In February 1899 she moved back to China and took part in the squadron trip to Korea and Russia with the new flagship SMS Deutschland . In October it went to the dock in Nagasaki for an overhaul and was not operational again until January 1900. When the Boxer Rebellion broke out , she was a station ship in Tsingtau and only sent parts of her landing corps to Tientsin , which had twelve dead. In June she transported two companies of the III. Sea battalion to Tientsin, but returned to Tsingtau as a station ship, only interrupted by four weeks of duty as a watch ship off the Jangts estuary in October.

On June 27, 1901, she went back home with the Gefion . On September 22nd she reached Wilhelmshaven and decommissioned on October 1st, 1901 in Danzig.

Whereabouts

The cruiser in reserve was modernized in the imperial shipyard in Wilhelmshaven from 1903 to 1905 due to the small number of modern cruisers without coming back into service. The obsolete cruiser was removed from the list of warships on February 17, 1914. Since December 1913, it has served as a residential ship for submarine crews in Kiel. During the war she was relocated to Wilhelmshaven in the same function.
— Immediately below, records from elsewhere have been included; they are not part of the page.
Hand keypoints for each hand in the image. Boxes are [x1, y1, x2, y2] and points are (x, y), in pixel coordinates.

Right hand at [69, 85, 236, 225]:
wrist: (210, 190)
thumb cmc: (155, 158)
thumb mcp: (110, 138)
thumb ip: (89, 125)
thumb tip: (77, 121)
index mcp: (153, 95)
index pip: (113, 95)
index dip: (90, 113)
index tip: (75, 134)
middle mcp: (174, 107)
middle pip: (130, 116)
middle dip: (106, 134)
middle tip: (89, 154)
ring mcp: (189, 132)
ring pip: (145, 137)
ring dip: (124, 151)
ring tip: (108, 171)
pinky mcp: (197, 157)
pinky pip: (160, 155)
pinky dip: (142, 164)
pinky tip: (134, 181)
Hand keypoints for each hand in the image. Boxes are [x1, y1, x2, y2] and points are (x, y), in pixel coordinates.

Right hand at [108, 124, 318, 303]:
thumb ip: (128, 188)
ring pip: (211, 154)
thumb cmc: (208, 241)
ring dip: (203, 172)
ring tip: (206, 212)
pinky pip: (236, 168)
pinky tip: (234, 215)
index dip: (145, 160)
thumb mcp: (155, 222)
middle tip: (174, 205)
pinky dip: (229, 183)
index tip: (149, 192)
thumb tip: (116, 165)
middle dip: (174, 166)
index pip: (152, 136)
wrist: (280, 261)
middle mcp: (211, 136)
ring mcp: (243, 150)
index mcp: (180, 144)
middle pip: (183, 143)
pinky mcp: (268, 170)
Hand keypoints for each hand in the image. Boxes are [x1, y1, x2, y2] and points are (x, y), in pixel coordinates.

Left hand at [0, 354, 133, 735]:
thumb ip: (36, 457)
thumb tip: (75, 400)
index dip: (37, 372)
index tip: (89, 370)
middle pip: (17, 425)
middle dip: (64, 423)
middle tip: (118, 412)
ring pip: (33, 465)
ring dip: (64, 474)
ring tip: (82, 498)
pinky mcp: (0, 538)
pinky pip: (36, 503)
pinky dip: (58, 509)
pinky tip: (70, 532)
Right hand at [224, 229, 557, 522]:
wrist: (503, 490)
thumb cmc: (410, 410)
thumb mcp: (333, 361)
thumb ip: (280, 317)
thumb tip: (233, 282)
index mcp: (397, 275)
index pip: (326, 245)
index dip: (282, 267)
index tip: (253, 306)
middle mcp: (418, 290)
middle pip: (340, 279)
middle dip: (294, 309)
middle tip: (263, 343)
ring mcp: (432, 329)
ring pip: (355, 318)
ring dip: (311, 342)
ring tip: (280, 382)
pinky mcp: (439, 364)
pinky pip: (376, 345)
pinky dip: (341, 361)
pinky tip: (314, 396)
It was sold for demolition in 1921

Commanders

May 25 to November 28, 1888 Lieutenant Leopold Koellner
April 1, 1889 to September 24, 1890 Sea captain Prince Heinrich
November 1, 1894 to. May 1896 Corvette captain / captain at sea Erich von Dresky
. May 1896 to. November 1897 Corvette captain / sea captain Georg du Bois
. November 1897 to. November 1899 Korvettenkapitän / Korvettenkapitän with Lieutenant Colonel August Obenheimer
. November 1899 to. January 1901 Corvette / frigate captain Johannes Stein
. January 1 to October 1, 1901 Frigate captain / sea captain Wilhelm Gildemeister

swell

literature

  • Hildebrand, Hans H./Albert Röhr / Hans-Otto Steinmetz: The German warships. Biographies - a mirror of naval history from 1815 to the present. Koehlers Verlagsgesellschaft, Herford.
  • Terrell D. Gottschall: By order of the Kaiser: Otto von Diederichs and the rise of the Imperial German Navy, 1865-1902 , Naval Institute Press, 2003 Annapolis ISBN 1-55750-309-5

Web links

  • SMS Irene at www.deutsche-schutzgebiete.de
  • Irene on kreuzergeschwader.de


  1. L pp = length between perpendiculars or length between perpendiculars: distance between the axis of the rudder stock and the trailing edge of the leading edge in the construction waterline.